**PROBLEM DETAILS:** Could you show all lines in the entries below that contain the string "graph"?

(Saved entries)
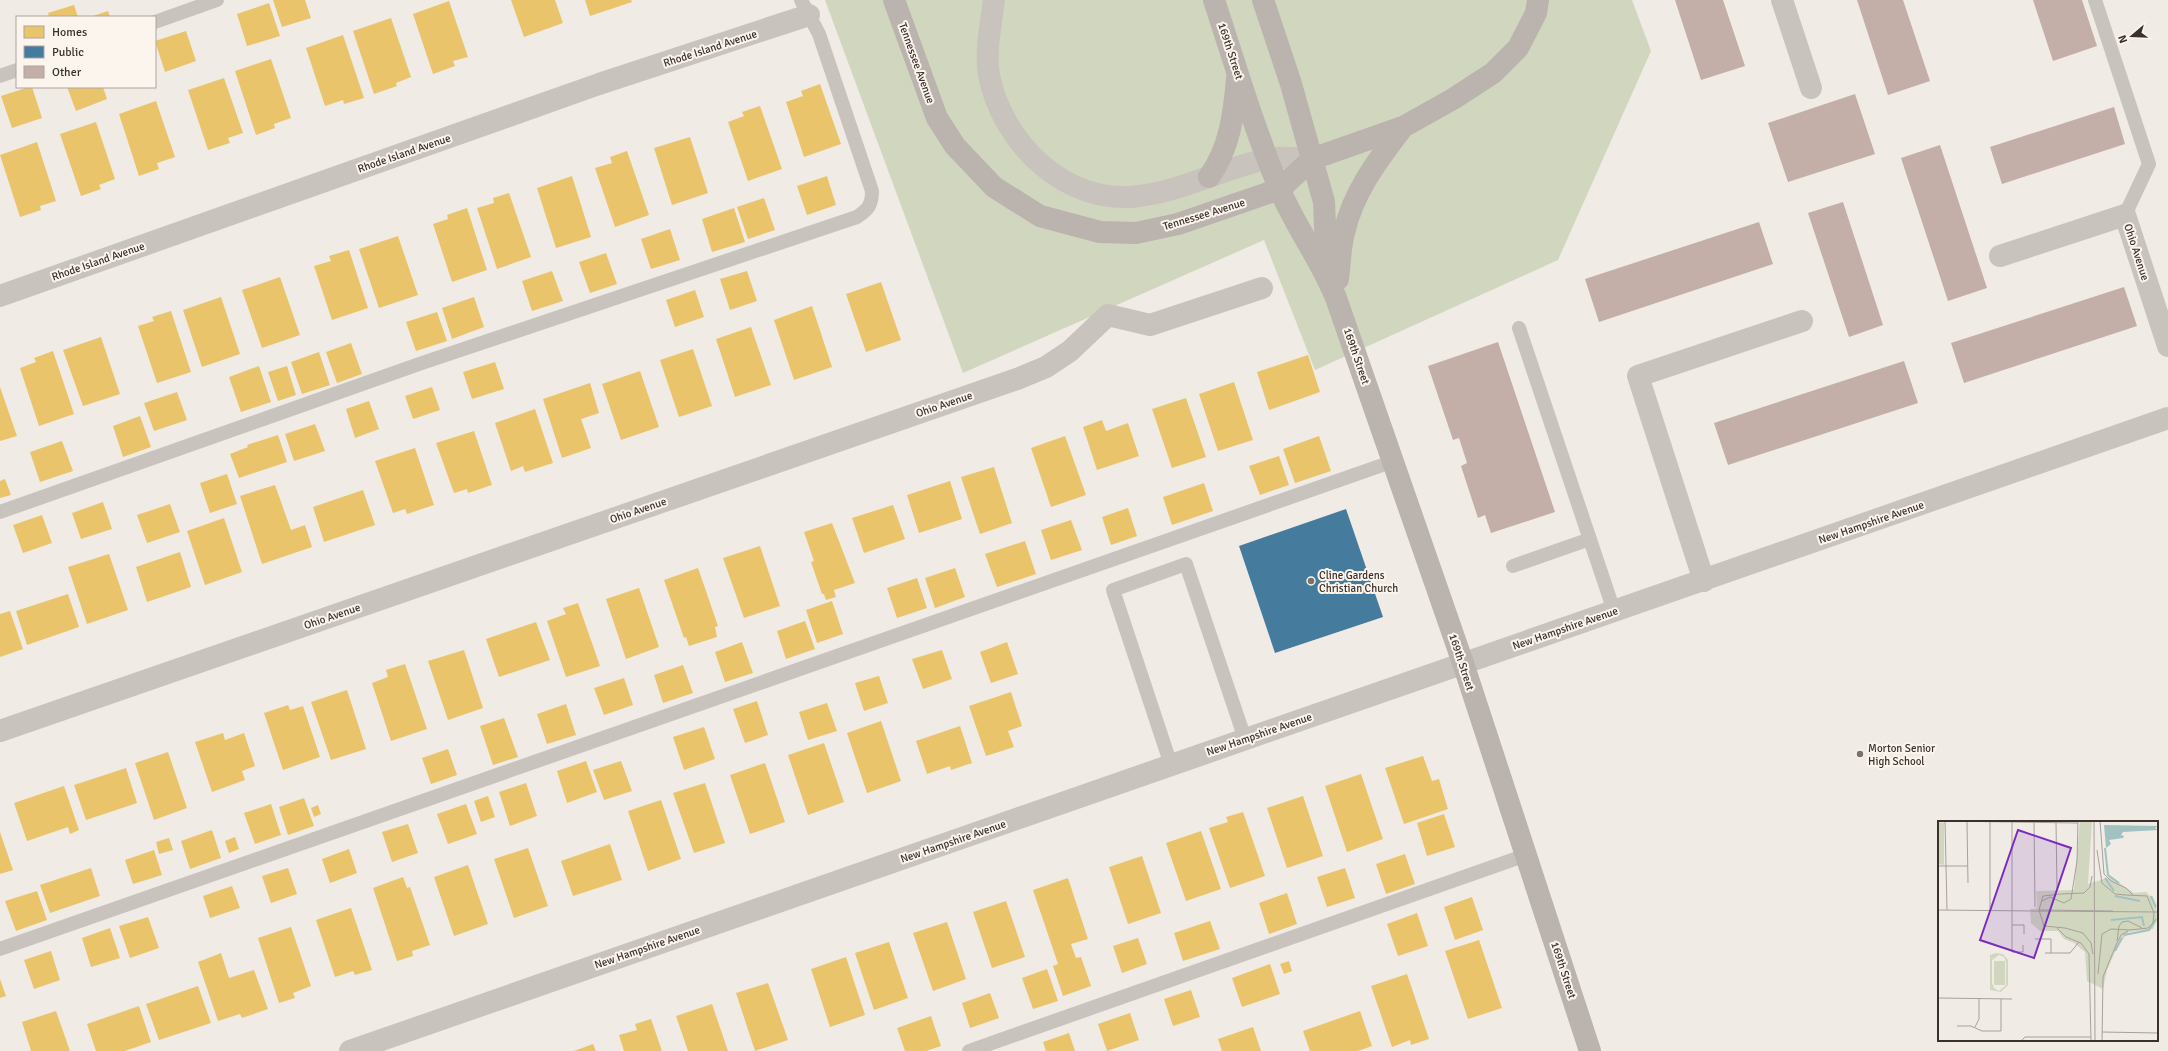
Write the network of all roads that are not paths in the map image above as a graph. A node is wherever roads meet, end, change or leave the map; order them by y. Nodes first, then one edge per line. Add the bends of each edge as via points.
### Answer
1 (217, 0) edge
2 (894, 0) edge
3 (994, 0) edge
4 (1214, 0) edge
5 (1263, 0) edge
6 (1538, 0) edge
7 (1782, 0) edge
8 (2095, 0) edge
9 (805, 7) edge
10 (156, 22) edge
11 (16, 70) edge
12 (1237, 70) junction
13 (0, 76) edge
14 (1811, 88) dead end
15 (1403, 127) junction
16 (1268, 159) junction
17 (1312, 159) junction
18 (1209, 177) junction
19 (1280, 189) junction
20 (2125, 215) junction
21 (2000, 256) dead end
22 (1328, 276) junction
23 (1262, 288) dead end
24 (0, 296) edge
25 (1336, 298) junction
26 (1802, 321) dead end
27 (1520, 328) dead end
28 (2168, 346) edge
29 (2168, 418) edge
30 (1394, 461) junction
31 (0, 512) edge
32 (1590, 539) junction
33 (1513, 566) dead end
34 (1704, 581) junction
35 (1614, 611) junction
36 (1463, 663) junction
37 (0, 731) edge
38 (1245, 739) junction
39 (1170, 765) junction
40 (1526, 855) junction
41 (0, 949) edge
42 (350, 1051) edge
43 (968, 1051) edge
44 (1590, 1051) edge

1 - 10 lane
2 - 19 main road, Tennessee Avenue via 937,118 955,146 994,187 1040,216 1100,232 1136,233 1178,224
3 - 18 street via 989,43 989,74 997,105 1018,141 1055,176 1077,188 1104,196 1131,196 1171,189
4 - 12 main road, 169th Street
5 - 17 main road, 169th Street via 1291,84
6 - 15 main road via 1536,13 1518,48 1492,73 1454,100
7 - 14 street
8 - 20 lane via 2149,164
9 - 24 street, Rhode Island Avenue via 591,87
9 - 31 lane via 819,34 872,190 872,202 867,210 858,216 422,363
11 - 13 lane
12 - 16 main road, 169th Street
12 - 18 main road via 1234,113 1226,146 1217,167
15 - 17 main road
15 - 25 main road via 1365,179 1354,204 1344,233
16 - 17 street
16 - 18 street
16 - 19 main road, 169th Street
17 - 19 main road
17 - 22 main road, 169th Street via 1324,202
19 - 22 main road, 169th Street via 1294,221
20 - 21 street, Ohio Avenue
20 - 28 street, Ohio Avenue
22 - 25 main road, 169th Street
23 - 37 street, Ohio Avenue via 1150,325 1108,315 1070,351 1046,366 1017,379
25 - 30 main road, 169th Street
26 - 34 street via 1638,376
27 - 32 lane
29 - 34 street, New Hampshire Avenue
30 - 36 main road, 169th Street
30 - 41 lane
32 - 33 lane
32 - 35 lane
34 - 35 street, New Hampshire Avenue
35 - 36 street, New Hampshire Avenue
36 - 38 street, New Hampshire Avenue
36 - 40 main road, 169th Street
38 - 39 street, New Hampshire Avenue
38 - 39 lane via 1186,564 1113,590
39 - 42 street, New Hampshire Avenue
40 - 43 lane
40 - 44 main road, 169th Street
--
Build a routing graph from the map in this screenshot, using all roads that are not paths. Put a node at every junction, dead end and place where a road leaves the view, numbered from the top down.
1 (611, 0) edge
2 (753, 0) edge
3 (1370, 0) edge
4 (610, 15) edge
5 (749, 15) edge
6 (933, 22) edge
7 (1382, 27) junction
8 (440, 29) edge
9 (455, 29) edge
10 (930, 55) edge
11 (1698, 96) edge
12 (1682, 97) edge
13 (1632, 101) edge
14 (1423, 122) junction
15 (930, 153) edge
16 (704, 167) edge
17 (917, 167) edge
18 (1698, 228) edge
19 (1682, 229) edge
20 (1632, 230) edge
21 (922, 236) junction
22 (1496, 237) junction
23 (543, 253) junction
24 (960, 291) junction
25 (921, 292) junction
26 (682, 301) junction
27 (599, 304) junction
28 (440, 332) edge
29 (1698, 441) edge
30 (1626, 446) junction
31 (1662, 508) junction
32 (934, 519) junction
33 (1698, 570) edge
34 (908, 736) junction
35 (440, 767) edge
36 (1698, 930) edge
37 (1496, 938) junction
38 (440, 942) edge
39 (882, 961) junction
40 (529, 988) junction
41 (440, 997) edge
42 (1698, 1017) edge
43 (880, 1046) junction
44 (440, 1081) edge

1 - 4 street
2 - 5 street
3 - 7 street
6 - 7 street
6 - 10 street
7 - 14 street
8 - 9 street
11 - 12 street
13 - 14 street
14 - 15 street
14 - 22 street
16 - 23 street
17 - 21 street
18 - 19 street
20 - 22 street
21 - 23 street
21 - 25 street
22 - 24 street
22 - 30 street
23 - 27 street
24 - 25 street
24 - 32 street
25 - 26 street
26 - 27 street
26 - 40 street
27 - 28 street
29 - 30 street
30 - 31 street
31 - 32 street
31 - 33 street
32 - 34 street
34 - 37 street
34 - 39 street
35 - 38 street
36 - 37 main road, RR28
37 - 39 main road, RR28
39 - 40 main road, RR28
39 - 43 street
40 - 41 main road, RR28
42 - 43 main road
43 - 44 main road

**RESULT OF THIS EXERCISE:**
Write the network of all roads that are not paths in the map image above as a graph. A node is wherever roads meet, end, change or leave the map; order them by y. Nodes first, then one edge per line. Add the bends of each edge as via points.
Build a routing graph from the map in this screenshot, using all roads that are not paths. Put a node at every junction, dead end and place where a road leaves the view, numbered from the top down.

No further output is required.